TASK BRIEF:
Of the entries below, copy only those lines that contain the word "name".

** THE DATA follows **

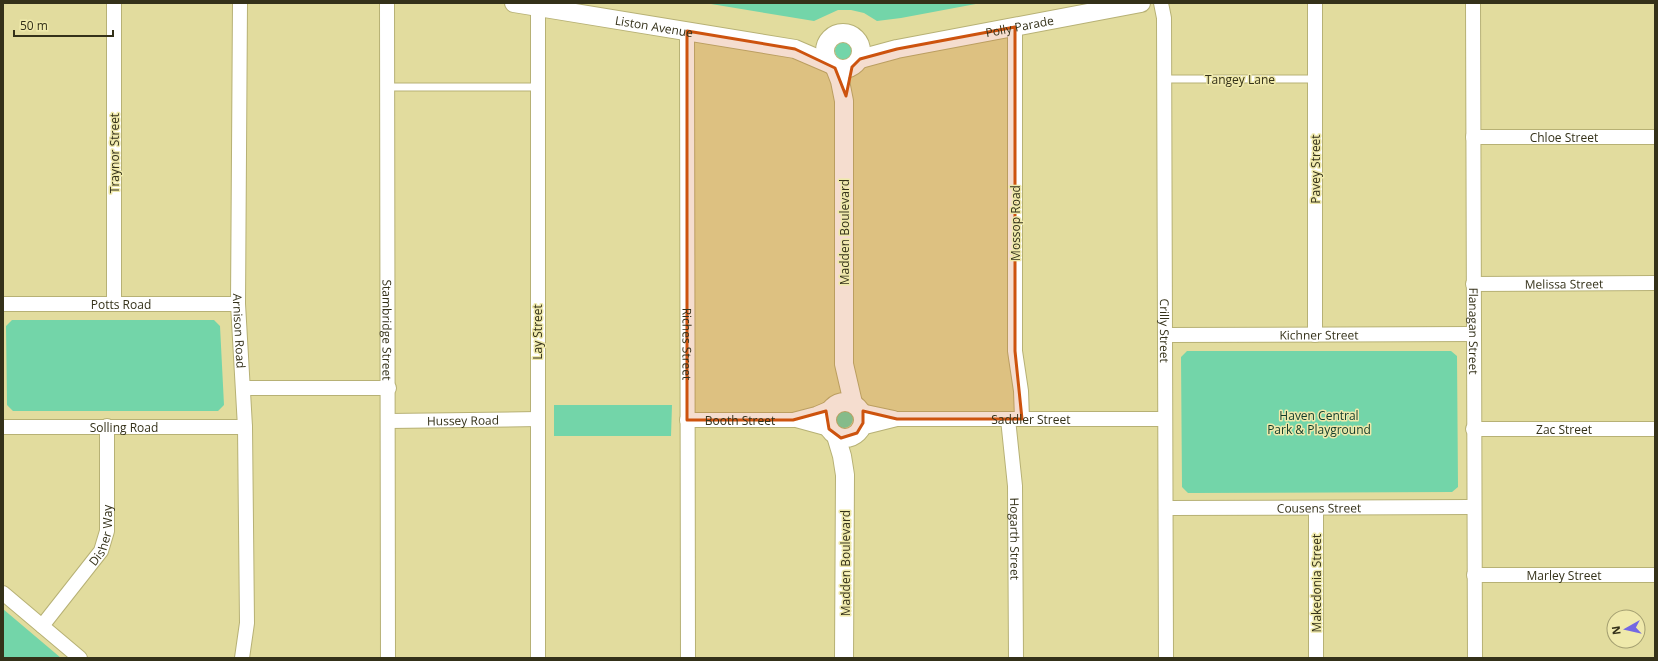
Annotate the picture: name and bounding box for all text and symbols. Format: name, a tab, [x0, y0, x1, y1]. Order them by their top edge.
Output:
street label: Liston Avenue	[614, 11, 695, 41]
street label: Polly Parade	[984, 11, 1055, 41]
scale bar	[14, 12, 113, 38]
text: 50 m	[20, 17, 48, 34]
street label: Tangey Lane	[1205, 71, 1275, 88]
street label: Traynor Street	[106, 113, 123, 193]
street label: Chloe Street	[1530, 129, 1598, 146]
street label: Pavey Street	[1307, 134, 1324, 204]
street label: Madden Boulevard	[836, 179, 853, 285]
street label: Mossop Road	[1007, 185, 1024, 261]
street label: Melissa Street	[1525, 275, 1603, 292]
street label: Stambridge Street	[379, 279, 396, 381]
street label: Flanagan Street	[1465, 287, 1483, 375]
street label: Arnison Road	[229, 293, 250, 369]
street label: Potts Road	[91, 296, 151, 313]
street label: Crilly Street	[1156, 299, 1174, 363]
street label: Lay Street	[529, 304, 546, 360]
street label: Riches Street	[679, 308, 696, 380]
street label: Kichner Street	[1279, 326, 1359, 343]
park label: Haven Central Park & Playground	[1267, 407, 1371, 438]
street label: Hussey Road	[427, 411, 499, 429]
street label: Saddler Street	[991, 411, 1071, 428]
street label: Booth Street	[705, 412, 775, 429]
street label: Solling Road	[90, 419, 158, 436]
street label: Zac Street	[1536, 421, 1592, 438]
street label: Hogarth Street	[1007, 497, 1024, 580]
street label: Cousens Street	[1277, 499, 1361, 516]
street label: Disher Way	[84, 504, 116, 569]
street label: Madden Boulevard	[837, 510, 854, 616]
street label: Makedonia Street	[1308, 534, 1325, 632]
street label: Marley Street	[1527, 567, 1601, 584]
north arrow	[1606, 609, 1646, 649]
text: N	[1608, 625, 1624, 636]

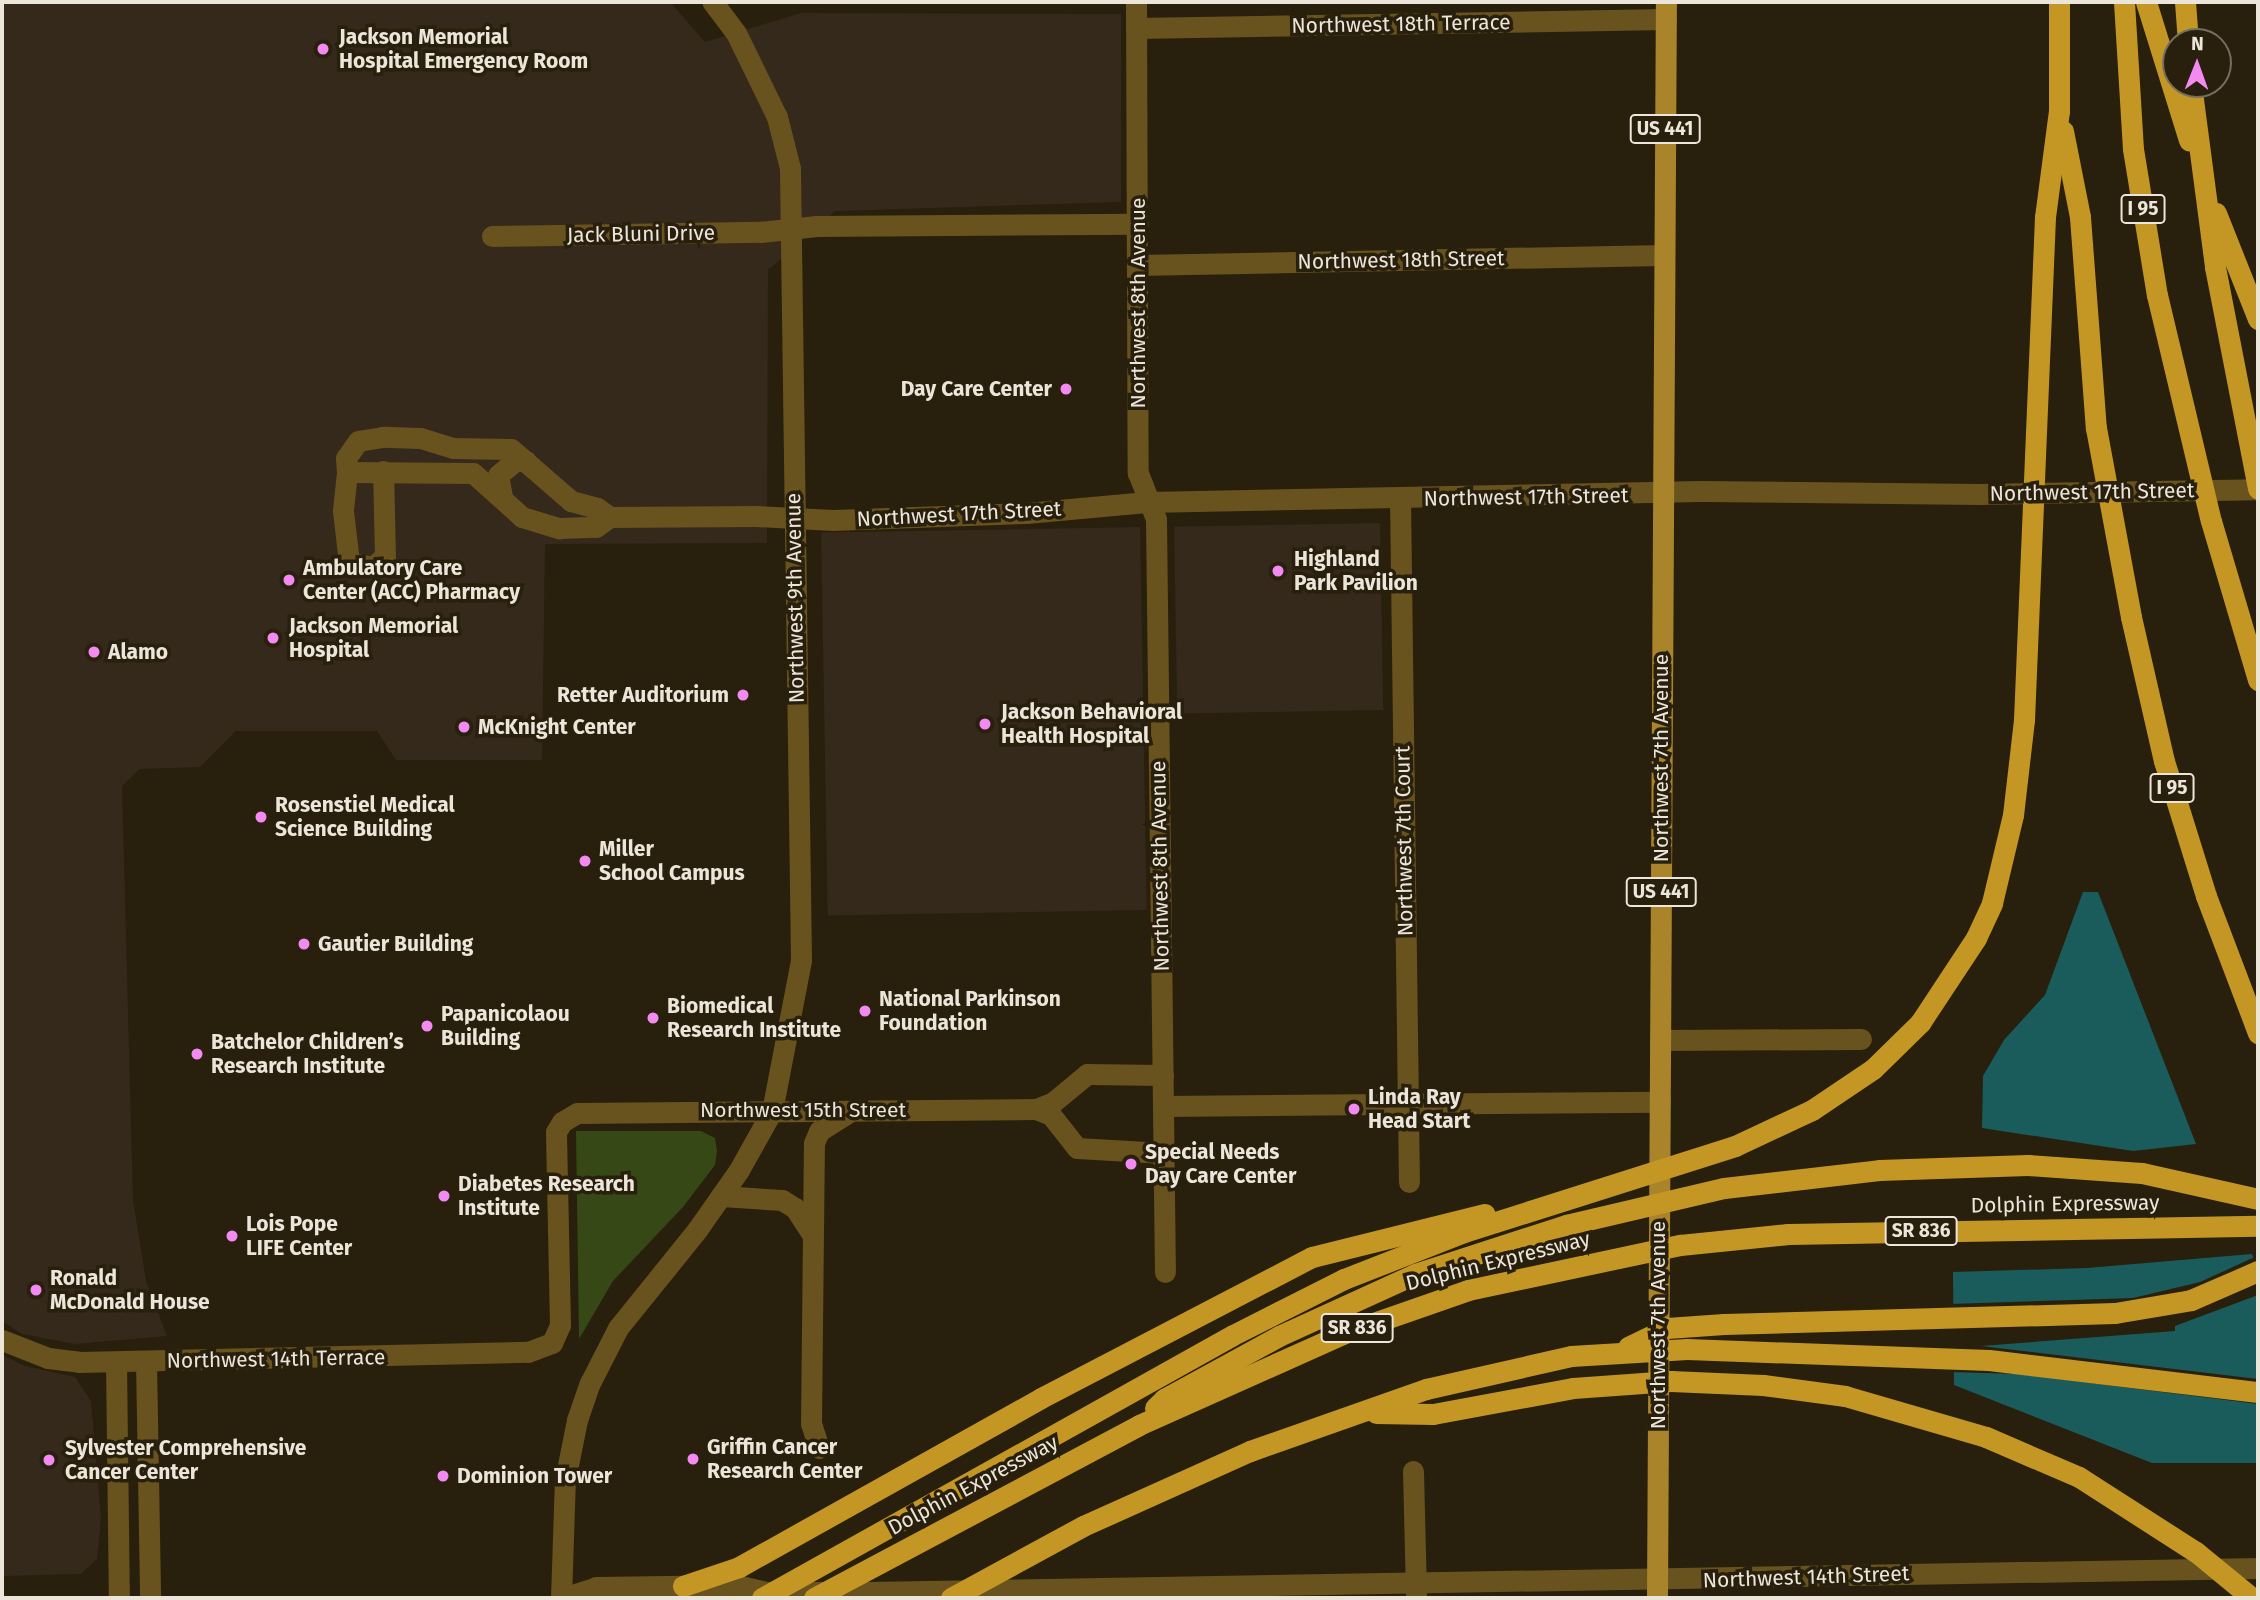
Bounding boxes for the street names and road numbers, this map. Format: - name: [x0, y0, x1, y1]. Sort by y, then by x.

** End of THE DATA **

EXERCISE SOLUTION:
Annotate the picture: name and bounding box for all text and symbols. Format: name, a tab, [x0, y0, x1, y1]. Order them by their top edge.
Bounding boxes for the street names and road numbers, this map. Format: - name: [x0, y0, x1, y1]. Sort by y, then by x.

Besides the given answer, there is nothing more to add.